(Stored records)
=== Begin Enclosure ===

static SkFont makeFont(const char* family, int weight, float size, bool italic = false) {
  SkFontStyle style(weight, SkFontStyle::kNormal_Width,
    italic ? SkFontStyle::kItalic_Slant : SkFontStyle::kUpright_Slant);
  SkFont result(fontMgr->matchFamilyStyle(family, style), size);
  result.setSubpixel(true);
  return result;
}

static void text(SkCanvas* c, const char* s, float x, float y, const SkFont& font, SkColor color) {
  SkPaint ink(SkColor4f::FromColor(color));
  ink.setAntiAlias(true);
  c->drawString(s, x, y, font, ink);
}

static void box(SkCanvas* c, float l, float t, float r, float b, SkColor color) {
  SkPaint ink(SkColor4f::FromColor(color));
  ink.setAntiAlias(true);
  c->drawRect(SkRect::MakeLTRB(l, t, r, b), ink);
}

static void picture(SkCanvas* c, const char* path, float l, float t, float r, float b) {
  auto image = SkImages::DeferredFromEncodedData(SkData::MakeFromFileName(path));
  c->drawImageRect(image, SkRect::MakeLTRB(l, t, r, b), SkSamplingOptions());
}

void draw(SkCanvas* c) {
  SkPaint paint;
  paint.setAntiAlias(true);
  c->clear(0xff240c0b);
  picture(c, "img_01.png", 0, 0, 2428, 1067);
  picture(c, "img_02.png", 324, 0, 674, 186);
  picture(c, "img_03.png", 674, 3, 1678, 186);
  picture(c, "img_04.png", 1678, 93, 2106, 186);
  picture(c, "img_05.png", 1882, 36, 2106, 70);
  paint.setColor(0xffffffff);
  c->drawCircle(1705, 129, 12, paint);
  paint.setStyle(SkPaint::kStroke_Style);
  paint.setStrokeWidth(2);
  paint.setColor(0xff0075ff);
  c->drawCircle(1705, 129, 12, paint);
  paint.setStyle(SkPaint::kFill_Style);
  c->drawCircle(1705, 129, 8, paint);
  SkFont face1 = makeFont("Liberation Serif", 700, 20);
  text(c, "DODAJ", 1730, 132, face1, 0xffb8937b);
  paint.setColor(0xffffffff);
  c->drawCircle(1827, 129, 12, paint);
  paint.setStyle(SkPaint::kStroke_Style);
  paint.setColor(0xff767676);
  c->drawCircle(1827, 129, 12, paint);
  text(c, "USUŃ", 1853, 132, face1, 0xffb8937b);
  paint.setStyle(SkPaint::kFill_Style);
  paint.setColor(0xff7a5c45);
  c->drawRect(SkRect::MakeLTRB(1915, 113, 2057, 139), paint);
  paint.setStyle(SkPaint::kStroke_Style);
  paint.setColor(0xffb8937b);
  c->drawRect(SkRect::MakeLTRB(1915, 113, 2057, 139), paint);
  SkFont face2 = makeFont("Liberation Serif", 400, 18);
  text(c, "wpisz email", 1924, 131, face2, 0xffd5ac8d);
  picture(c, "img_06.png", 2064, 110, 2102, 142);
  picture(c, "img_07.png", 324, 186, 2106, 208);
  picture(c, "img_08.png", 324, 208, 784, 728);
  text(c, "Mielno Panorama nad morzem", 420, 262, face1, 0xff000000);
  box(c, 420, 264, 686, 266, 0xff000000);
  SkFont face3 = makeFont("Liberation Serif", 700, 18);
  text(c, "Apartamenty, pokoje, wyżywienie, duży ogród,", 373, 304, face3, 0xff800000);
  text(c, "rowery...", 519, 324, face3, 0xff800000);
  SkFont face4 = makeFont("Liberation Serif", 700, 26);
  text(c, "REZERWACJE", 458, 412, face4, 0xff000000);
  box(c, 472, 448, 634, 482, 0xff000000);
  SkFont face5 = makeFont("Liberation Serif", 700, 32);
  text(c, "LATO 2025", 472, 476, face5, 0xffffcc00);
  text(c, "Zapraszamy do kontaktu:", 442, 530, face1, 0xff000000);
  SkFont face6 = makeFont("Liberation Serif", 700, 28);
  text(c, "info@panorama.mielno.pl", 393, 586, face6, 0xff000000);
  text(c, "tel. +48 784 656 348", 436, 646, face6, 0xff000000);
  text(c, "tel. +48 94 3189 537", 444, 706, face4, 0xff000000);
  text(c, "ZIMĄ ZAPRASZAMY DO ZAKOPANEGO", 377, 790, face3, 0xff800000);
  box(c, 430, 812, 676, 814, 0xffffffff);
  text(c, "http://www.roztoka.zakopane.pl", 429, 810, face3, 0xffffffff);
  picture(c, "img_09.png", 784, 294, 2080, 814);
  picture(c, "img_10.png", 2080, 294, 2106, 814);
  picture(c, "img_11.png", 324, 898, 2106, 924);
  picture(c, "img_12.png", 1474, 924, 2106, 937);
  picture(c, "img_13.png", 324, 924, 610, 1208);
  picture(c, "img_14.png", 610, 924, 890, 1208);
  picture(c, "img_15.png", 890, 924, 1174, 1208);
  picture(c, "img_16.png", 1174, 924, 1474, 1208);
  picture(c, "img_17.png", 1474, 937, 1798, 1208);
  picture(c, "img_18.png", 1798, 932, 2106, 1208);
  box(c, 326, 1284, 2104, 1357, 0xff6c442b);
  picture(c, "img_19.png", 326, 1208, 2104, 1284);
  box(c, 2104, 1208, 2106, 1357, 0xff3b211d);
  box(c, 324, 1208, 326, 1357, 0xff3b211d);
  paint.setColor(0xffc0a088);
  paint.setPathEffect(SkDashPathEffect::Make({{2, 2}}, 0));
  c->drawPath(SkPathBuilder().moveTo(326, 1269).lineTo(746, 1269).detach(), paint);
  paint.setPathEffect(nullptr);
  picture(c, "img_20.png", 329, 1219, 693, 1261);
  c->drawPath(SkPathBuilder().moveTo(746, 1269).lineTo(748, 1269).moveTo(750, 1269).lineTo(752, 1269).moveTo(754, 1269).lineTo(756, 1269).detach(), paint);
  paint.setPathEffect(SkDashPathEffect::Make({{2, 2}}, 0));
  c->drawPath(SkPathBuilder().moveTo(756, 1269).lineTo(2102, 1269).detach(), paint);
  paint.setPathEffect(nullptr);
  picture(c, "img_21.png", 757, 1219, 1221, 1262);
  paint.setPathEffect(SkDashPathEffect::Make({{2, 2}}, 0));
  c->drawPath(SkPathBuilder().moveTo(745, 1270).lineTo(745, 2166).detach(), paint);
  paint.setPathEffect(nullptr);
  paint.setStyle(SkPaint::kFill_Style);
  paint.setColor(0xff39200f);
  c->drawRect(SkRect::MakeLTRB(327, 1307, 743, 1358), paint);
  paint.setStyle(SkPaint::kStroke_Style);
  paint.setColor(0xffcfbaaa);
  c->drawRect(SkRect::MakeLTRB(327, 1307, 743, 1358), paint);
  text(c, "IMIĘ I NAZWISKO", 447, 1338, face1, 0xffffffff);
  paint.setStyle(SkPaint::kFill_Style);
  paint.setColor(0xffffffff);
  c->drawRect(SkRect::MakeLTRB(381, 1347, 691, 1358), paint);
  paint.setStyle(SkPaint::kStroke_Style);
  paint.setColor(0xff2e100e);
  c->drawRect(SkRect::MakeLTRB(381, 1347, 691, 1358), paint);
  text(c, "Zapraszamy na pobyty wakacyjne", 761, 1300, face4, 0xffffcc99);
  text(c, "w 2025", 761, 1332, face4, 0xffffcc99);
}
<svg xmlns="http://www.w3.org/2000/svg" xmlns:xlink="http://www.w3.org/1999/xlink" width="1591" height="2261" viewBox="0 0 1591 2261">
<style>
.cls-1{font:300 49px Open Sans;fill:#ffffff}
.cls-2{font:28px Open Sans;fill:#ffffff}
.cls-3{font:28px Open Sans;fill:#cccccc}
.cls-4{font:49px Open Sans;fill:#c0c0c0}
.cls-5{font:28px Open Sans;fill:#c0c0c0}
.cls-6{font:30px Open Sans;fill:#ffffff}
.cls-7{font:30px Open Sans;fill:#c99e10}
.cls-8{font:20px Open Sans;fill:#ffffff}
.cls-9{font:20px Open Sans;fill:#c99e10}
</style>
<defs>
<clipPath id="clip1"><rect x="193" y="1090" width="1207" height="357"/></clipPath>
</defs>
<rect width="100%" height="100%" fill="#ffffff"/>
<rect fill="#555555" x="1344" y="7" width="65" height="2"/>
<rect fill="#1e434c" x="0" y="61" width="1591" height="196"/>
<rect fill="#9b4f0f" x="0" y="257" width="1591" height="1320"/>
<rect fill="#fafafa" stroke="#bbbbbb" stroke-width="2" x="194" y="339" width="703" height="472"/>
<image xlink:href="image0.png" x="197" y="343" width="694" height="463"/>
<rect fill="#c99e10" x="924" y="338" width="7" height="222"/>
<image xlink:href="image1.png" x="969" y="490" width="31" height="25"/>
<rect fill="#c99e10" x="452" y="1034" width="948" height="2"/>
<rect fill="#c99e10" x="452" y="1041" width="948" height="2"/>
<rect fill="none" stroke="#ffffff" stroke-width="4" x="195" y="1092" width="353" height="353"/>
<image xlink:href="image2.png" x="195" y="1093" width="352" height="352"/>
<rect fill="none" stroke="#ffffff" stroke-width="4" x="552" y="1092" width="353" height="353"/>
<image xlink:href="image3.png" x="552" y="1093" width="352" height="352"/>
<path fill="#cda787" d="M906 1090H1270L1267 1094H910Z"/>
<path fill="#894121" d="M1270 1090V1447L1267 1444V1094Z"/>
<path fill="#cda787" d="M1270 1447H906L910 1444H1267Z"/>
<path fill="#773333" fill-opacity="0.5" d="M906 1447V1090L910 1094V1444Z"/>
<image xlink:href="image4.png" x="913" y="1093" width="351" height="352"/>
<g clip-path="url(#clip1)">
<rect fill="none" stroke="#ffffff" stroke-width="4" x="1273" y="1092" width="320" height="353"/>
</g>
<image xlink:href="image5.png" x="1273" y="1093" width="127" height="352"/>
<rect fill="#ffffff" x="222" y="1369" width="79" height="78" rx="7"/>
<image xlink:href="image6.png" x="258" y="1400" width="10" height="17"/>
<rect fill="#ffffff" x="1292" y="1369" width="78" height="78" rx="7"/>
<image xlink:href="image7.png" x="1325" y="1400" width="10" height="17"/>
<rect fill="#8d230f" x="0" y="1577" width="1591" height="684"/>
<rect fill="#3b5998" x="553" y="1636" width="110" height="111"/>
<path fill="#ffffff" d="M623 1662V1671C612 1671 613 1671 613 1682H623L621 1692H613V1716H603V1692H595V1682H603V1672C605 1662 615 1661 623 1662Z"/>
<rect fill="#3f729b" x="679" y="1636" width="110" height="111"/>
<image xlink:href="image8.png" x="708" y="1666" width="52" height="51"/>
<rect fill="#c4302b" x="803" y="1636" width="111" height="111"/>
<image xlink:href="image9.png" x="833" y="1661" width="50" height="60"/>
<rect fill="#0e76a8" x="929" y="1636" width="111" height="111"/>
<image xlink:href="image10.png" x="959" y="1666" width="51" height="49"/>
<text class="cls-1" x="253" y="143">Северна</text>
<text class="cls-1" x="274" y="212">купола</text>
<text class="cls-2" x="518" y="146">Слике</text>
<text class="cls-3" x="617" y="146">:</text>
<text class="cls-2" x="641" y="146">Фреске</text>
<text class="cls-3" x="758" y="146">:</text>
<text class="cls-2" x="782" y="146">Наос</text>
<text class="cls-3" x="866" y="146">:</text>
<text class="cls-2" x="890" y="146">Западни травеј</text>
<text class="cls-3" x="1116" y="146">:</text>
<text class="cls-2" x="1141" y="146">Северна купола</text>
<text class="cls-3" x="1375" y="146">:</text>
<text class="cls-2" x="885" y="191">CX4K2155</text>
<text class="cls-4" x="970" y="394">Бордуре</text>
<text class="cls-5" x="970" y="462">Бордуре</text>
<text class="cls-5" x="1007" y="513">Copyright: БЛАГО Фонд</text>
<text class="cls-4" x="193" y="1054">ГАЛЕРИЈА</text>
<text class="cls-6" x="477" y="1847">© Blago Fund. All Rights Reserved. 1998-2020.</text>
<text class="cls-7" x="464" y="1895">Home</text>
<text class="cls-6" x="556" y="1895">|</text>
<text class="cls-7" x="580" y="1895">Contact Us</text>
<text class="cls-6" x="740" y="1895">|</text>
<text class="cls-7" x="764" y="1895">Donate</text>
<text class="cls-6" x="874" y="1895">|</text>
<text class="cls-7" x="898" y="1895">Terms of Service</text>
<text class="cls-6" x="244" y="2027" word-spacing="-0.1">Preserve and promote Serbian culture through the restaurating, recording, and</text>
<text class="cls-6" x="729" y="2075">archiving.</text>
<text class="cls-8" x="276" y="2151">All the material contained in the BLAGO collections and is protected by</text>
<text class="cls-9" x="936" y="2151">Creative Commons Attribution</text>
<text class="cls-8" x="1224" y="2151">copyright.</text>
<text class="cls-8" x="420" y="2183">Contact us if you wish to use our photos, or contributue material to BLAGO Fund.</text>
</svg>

=== End Enclosure ===

■ WORK INSTRUCTION
Print again the lines of the entries above that fall between the line holding "result.setSubpixel(true);" and the line holding "paint.setAntiAlias(true);", inclusive, exactly as they stand.

■ SOLUTION
  result.setSubpixel(true);
  return result;
}

static void text(SkCanvas* c, const char* s, float x, float y, const SkFont& font, SkColor color) {
  SkPaint ink(SkColor4f::FromColor(color));
  ink.setAntiAlias(true);
  c->drawString(s, x, y, font, ink);
}

static void box(SkCanvas* c, float l, float t, float r, float b, SkColor color) {
  SkPaint ink(SkColor4f::FromColor(color));
  ink.setAntiAlias(true);
  c->drawRect(SkRect::MakeLTRB(l, t, r, b), ink);
}

static void picture(SkCanvas* c, const char* path, float l, float t, float r, float b) {
  auto image = SkImages::DeferredFromEncodedData(SkData::MakeFromFileName(path));
  c->drawImageRect(image, SkRect::MakeLTRB(l, t, r, b), SkSamplingOptions());
}

void draw(SkCanvas* c) {
  SkPaint paint;
  paint.setAntiAlias(true);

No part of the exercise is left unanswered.